NOTE: This notebook is designed to be used with Google's Colab notebook and the Python 3 runtime.

## **Install Spark Dependencies**



In [0]:
# Install Spark dependencies
!apt-get install openjdk-8-jdk-headless -qq > /dev/null
!rm spark-2.4.5-bin-hadoop2.7.tgz
!wget --no-cookies --no-check-certificate https://downloads.apache.org/spark/spark-2.4.5/spark-2.4.5-bin-hadoop2.7.tgz
!tar zxvf spark-2.4.5-bin-hadoop2.7.tgz
!pip install -q findspark
!pip install pyspark

In [0]:
!ls -al | grep spark

## **Set env variables within Pyspark**

In [0]:
# Set up required environment variables
import os
os.environ["JAVA_HOME"]  = "/usr/lib/jvm/java-8-openjdk-amd64"
os.environ["SPARK_HOME"] = "/content/spark-2.4.5-bin-hadoop2.7"

## **Download Data**

In [0]:
!wget https://raw.githubusercontent.com/zaratsian/iaa_2020/master/data/bikeshare_stations.csv
!wget https://raw.githubusercontent.com/zaratsian/iaa_2020/master/data/bikeshare_trips.csv

## **Import Python and PySpark Libraries**

In [0]:
import datetime
from pyspark import SparkContext
from pyspark.sql import SparkSession
from pyspark.sql.types import *
from pyspark.sql.functions import monotonically_increasing_id, col, expr, when, concat, lit, udf, split
from pyspark.ml.linalg import Vectors
from pyspark.ml.regression import GBTRegressor, LinearRegression, GeneralizedLinearRegression
from pyspark.ml.classification import GBTClassifier
from pyspark.ml.feature import VectorIndexer, VectorAssembler, StringIndexer
from pyspark.ml.evaluation import RegressionEvaluator
from pyspark.ml import Pipeline
from pyspark.ml.evaluation import MulticlassClassificationEvaluator

## **Initialize Spark Session**

In [0]:
spark = SparkSession.builder.appName("Bikesharing SparkSQL").master("local[*]").getOrCreate()

## **Read CSV into Spark**

In [0]:
bikeshare_trips = spark.read.load('bikeshare_trips.csv', format="csv", header=True, inferSchema=True)

## **Display first few records**

In [12]:
bikeshare_trips.show(5, truncate=False)

+----------+----------------------------------+------+-------------------+----------------+---------------------------------------+--------------+-------------------------+----------------+
|trip_id   |subscriber_type                   |bikeid|start_time         |start_station_id|start_station_name                     |end_station_id|end_station_name         |duration_minutes|
+----------+----------------------------------+------+-------------------+----------------+---------------------------------------+--------------+-------------------------+----------------+
|9900285908|Annual Membership (Austin B-cycle)|400   |10/26/2014 14:12:00|2823            |Capital Metro HQ - East 5th at Broadway|2544          |East 6th & Pedernales St.|10              |
|9900289692|Walk Up                           |248   |10/2/2015 21:12:01 |1006            |Zilker Park West                       |1008          |Nueces @ 3rd             |39              |
|9900285987|24-Hour Kiosk (Austin B-cycle)    |446

## **Execute Sample SparkSQL query**

In [14]:
bikeshare_trips.createOrReplaceTempView("bikeshare_trips")
spark.sql("SELECT subscriber_type, count(*) as count FROM bikeshare_trips group by subscriber_type order by count desc").show(truncate=False)

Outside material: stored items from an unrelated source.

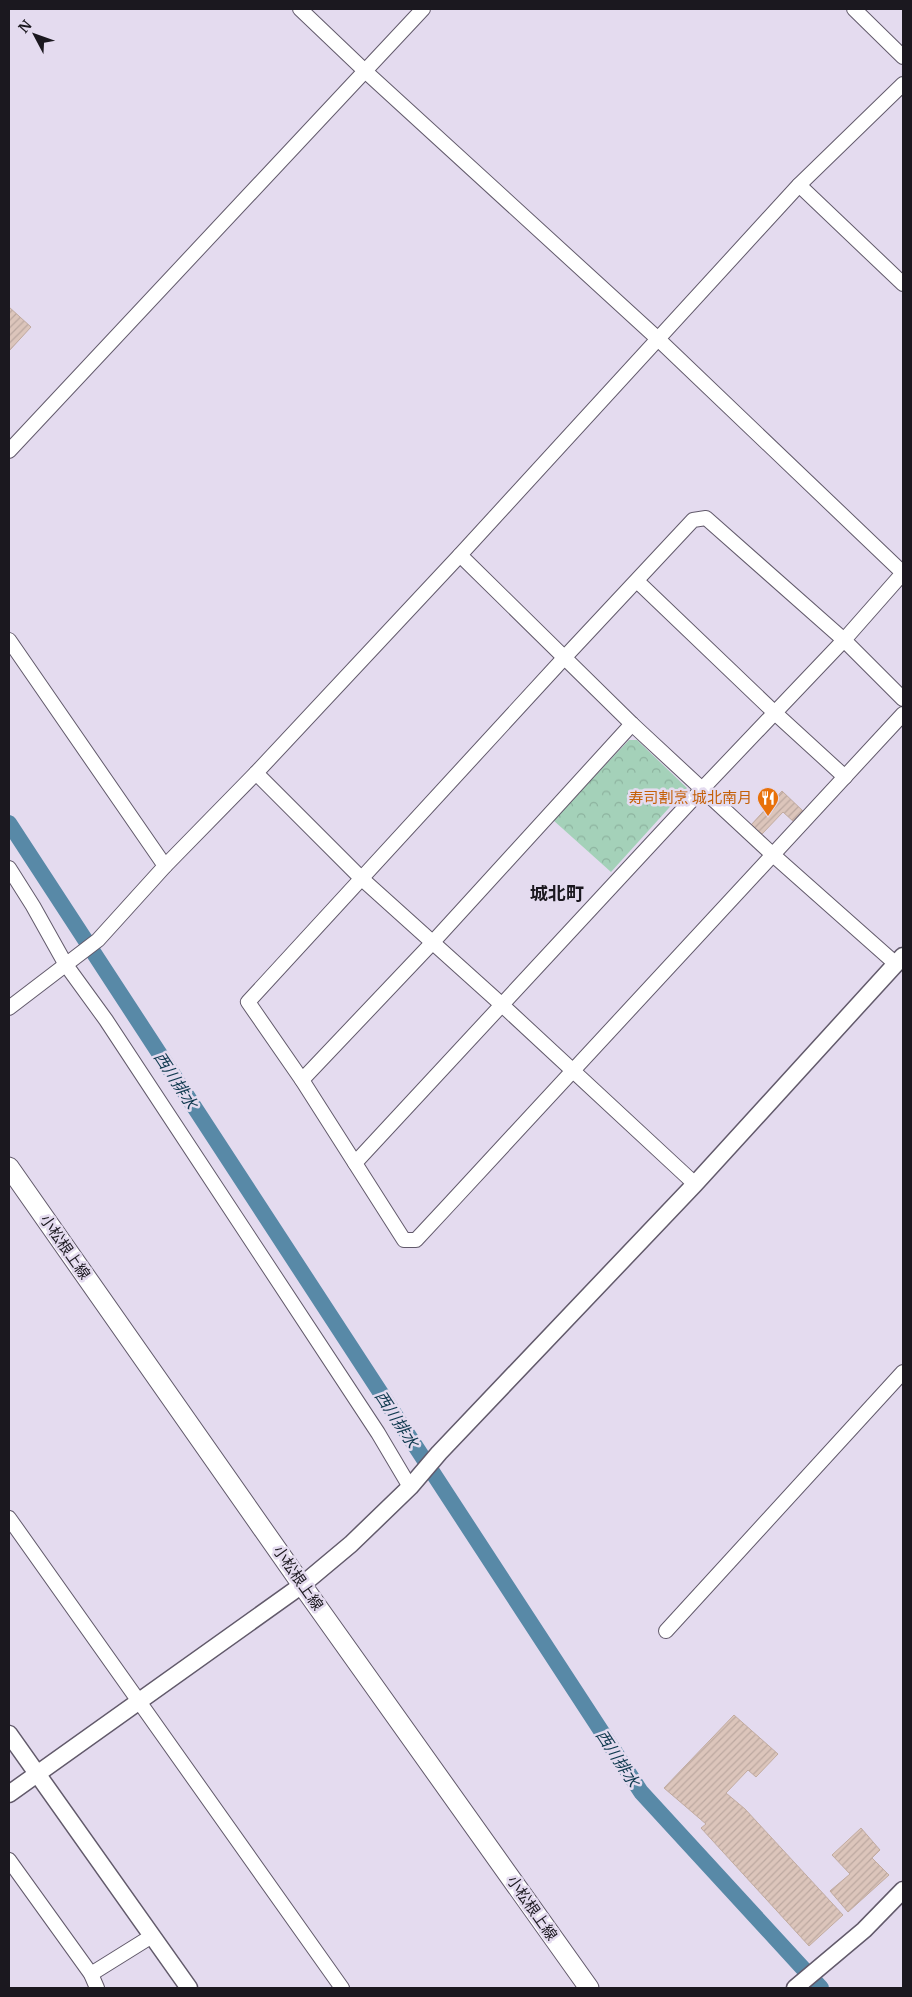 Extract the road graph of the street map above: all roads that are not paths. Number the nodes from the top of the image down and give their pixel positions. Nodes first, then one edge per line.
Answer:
1 (300, 9) edge
2 (423, 9) edge
3 (854, 9) edge
4 (903, 57) edge
5 (364, 72) junction
6 (903, 84) edge
7 (798, 185) junction
8 (903, 284) edge
9 (657, 338) junction
10 (9, 451) edge
11 (460, 555) junction
12 (637, 581) junction
13 (9, 640) edge
14 (844, 640) junction
15 (564, 658) junction
16 (903, 699) edge
17 (775, 713) junction
18 (903, 714) edge
19 (632, 724) junction
20 (256, 772) junction
21 (845, 776) junction
22 (702, 788) junction
23 (772, 854) junction
24 (165, 866) junction
25 (9, 868) edge
26 (361, 878) junction
27 (433, 942) junction
28 (900, 960) edge
29 (71, 961) junction
30 (502, 1004) junction
31 (9, 1008) edge
32 (574, 1072) junction
33 (302, 1080) junction
34 (354, 1163) junction
35 (9, 1167) edge
36 (694, 1184) junction
37 (903, 1372) edge
38 (415, 1482) junction
39 (9, 1518) edge
40 (302, 1586) junction
41 (666, 1631) dead end
42 (139, 1701) junction
43 (9, 1734) edge
44 (36, 1774) junction
45 (9, 1794) edge
46 (9, 1860) edge
47 (903, 1890) edge
48 (152, 1936) junction
49 (91, 1974) junction
50 (97, 1988) edge
51 (189, 1988) edge
52 (342, 1988) edge
53 (589, 1988) edge
54 (795, 1988) edge

1 - 5 street
2 - 5 street
3 - 4 street
5 - 9 street
5 - 10 street
6 - 7 street
7 - 8 street
7 - 9 street
9 - 11 street
9 - 14 street
11 - 15 street
11 - 20 street
12 - 14 street
12 - 15 street
12 - 17 street
13 - 24 street
14 - 16 street
14 - 17 street
15 - 19 street
15 - 26 street
17 - 21 street
17 - 22 street
18 - 21 street
19 - 22 street
19 - 27 street
20 - 24 street
20 - 26 street
21 - 23 street
22 - 23 street
22 - 30 street
23 - 28 street
23 - 32 street
24 - 29 street
25 - 29 street
26 - 27 street
26 - 33 street
27 - 30 street
27 - 33 street
28 - 36 street
29 - 31 street
29 - 38 street
30 - 32 street
30 - 34 street
32 - 34 street
32 - 36 street
33 - 34 street
35 - 40 main road, 小松根上線
36 - 38 street
37 - 41 street
38 - 40 street
39 - 42 street
40 - 42 street
40 - 53 main road, 小松根上線
42 - 44 street
42 - 52 street
43 - 44 street
44 - 45 street
44 - 48 street
46 - 49 street
47 - 54 street
48 - 49 street
48 - 51 street
49 - 50 street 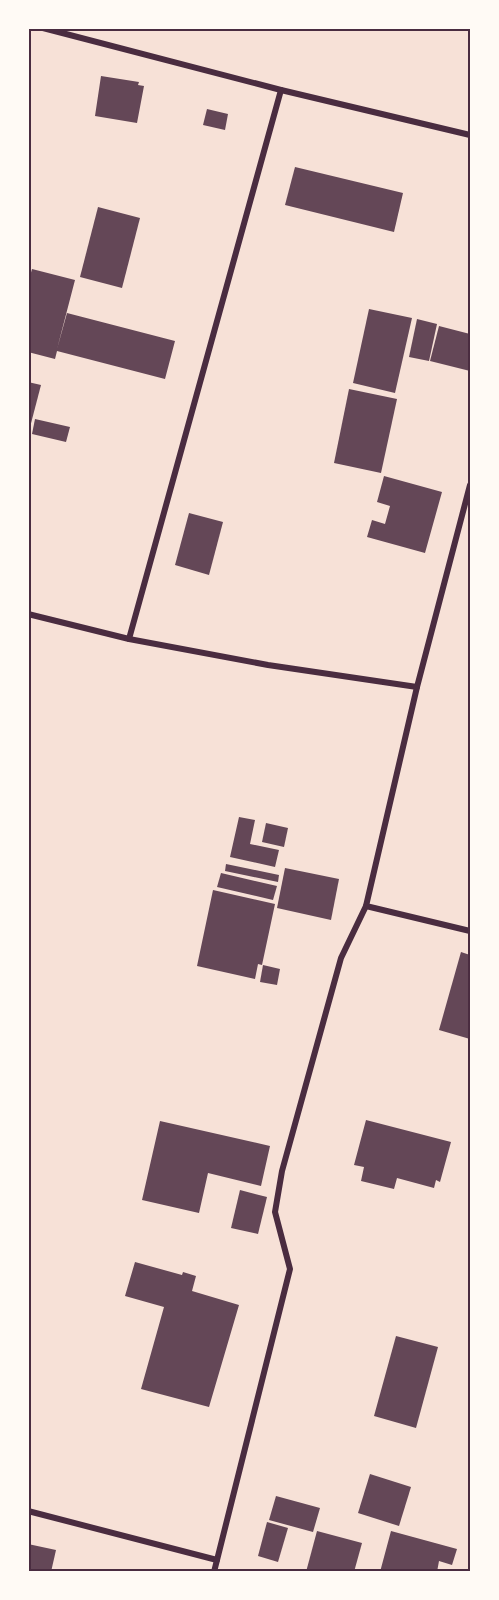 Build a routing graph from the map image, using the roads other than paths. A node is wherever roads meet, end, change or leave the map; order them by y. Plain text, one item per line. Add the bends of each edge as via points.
1 (43, 28) edge
2 (281, 90) junction
3 (471, 135) edge
4 (471, 485) edge
5 (28, 614) edge
6 (129, 639) junction
7 (417, 687) junction
8 (366, 906) junction
9 (471, 931) edge
10 (28, 1511) edge
11 (216, 1560) junction
12 (214, 1572) edge

1 - 2 street
2 - 3 street
2 - 6 street
4 - 7 street
5 - 6 street
6 - 7 street
7 - 8 street
8 - 9 street
8 - 11 street via 341,958 282,1171 275,1212 290,1269
10 - 11 street
11 - 12 street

+----------------------------------+-----+
|subscriber_type                   |count|
+----------------------------------+-----+
|Walk Up                           |275  |
|Local365                          |115  |
|Weekender                         |34   |
|24-Hour Kiosk (Austin B-cycle)    |19   |
|Local30                           |18   |
|Annual Membership (Austin B-cycle)|14   |
|Annual                            |11   |
|Explorer                          |10   |
|Founding Member                   |2    |
|Founding Member (Austin B-cycle)  |2    |
+----------------------------------+-----+